A more comprehensive description of name-based sockets can be found
in [Name Based Sockets].
15.2. Critique
Name-based sockets contribution to the routing scalability problem is
to decrease the reliance on PI addresses, allowing a greater use of
PA addresses, and thus a less fragmented routing table. It provides
end hosts with an API which makes the applications address-agnostic.

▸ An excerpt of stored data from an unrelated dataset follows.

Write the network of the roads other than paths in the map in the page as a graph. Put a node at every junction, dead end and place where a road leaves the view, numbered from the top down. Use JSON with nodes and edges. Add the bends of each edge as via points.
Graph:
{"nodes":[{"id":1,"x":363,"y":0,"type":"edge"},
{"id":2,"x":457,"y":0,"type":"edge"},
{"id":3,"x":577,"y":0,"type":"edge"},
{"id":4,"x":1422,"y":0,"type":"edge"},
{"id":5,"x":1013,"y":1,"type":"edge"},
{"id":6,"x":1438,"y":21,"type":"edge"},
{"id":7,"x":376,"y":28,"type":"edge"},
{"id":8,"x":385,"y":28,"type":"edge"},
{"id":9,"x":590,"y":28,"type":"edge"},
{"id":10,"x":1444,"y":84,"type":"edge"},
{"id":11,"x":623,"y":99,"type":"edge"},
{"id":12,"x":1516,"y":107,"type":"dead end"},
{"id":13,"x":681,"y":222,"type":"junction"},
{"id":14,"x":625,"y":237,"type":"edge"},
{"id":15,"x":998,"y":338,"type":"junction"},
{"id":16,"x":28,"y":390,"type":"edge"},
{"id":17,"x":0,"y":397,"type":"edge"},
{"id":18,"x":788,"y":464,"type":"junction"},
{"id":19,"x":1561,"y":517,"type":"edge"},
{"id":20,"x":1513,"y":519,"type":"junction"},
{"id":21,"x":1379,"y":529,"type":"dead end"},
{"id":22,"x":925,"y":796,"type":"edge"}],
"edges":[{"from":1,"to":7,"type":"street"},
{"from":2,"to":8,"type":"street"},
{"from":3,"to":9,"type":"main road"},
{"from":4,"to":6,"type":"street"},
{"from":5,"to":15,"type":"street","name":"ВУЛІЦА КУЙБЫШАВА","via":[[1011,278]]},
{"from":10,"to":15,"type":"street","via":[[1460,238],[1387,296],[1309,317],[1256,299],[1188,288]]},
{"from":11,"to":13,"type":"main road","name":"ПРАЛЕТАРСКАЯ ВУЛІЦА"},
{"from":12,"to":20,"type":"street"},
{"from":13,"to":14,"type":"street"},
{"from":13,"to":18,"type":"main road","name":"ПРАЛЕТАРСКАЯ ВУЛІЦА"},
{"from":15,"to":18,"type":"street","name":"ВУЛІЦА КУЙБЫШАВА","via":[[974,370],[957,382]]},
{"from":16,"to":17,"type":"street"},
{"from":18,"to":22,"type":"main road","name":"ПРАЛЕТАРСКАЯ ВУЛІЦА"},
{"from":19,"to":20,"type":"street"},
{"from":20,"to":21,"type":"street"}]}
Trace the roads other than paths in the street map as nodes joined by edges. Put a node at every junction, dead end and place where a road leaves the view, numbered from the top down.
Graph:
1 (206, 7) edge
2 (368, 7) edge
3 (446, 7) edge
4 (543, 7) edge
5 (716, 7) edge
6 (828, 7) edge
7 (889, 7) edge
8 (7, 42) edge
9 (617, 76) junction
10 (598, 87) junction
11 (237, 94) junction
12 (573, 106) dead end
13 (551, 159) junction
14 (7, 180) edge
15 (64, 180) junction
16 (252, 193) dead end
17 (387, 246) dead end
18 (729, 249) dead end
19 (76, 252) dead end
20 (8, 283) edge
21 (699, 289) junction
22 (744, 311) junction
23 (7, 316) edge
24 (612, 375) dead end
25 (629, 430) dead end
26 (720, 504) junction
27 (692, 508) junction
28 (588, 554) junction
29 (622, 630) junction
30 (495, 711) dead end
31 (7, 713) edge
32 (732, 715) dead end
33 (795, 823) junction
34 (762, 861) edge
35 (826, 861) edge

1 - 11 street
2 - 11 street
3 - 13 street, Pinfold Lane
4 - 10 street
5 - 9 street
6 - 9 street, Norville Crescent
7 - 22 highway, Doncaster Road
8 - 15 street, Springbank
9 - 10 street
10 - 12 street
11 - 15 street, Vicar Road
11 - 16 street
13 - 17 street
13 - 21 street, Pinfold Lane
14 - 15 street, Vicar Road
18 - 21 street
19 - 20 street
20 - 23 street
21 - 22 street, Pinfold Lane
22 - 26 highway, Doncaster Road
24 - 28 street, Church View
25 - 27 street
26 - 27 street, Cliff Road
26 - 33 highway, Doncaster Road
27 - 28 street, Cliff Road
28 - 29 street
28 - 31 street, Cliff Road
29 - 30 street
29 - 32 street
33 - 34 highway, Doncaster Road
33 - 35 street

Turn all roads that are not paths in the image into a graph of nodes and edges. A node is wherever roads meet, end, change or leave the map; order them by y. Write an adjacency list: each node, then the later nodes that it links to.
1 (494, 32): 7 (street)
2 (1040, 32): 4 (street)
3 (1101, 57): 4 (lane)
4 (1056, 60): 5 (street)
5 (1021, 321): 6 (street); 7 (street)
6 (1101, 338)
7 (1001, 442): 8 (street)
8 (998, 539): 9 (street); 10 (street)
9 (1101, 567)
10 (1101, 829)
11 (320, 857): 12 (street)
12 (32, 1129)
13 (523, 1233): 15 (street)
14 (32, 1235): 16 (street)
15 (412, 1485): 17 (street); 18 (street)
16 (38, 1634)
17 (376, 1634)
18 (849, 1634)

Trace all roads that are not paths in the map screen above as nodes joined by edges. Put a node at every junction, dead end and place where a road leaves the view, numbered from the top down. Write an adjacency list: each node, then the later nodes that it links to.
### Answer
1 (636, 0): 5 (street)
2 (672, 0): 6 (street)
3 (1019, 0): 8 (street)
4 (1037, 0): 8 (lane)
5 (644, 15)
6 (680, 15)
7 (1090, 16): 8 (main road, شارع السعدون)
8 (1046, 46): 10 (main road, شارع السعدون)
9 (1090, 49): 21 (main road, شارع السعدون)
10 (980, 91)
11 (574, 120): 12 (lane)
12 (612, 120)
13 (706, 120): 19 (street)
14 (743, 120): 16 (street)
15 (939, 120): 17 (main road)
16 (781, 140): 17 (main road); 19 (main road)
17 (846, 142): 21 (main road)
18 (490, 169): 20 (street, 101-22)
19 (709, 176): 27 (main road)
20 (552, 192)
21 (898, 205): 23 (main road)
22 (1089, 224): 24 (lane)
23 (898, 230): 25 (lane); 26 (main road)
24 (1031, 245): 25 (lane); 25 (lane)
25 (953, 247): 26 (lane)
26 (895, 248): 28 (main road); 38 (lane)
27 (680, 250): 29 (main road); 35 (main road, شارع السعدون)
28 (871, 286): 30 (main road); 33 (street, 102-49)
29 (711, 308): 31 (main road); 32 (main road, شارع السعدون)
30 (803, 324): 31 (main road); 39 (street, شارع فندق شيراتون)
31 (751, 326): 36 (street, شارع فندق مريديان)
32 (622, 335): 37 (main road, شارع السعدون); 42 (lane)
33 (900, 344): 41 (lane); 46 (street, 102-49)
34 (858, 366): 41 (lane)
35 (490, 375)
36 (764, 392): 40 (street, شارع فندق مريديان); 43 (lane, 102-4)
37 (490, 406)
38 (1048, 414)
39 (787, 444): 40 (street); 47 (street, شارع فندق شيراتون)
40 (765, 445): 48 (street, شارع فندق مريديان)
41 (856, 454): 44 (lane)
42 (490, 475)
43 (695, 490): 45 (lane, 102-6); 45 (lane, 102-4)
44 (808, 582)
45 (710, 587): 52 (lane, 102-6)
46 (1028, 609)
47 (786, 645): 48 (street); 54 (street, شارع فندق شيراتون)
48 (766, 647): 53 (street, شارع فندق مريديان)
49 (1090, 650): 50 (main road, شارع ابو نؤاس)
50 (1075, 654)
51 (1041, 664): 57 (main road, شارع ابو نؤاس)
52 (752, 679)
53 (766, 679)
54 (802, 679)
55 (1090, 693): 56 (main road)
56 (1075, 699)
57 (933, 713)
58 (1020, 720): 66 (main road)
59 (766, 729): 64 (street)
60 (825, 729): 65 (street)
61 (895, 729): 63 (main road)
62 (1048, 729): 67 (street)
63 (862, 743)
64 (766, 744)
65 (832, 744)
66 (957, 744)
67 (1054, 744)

The name abstraction allows the hosts to use any type of locator,
independent of format or provider. This increases the motivation and
usability of PA addresses. Some applications, in particular
bootstrapping applications, may still require hard coded IP
addresses, and as such will still motivate the use of PI addresses.
15.2.1. Deployment
The main incentives and drivers are geared towards the transition of
applications to the name-based sockets. Adoption by applications
will be driven by benefits in terms of reduced application
development cost. Legacy applications are expected to migrate to the
new API in a slower pace, as the name-based sockets are backwards
compatible, this can happen in an per-host fashion. Also, not all
applications can be ported to a FQDN dependent infrastructure, e.g.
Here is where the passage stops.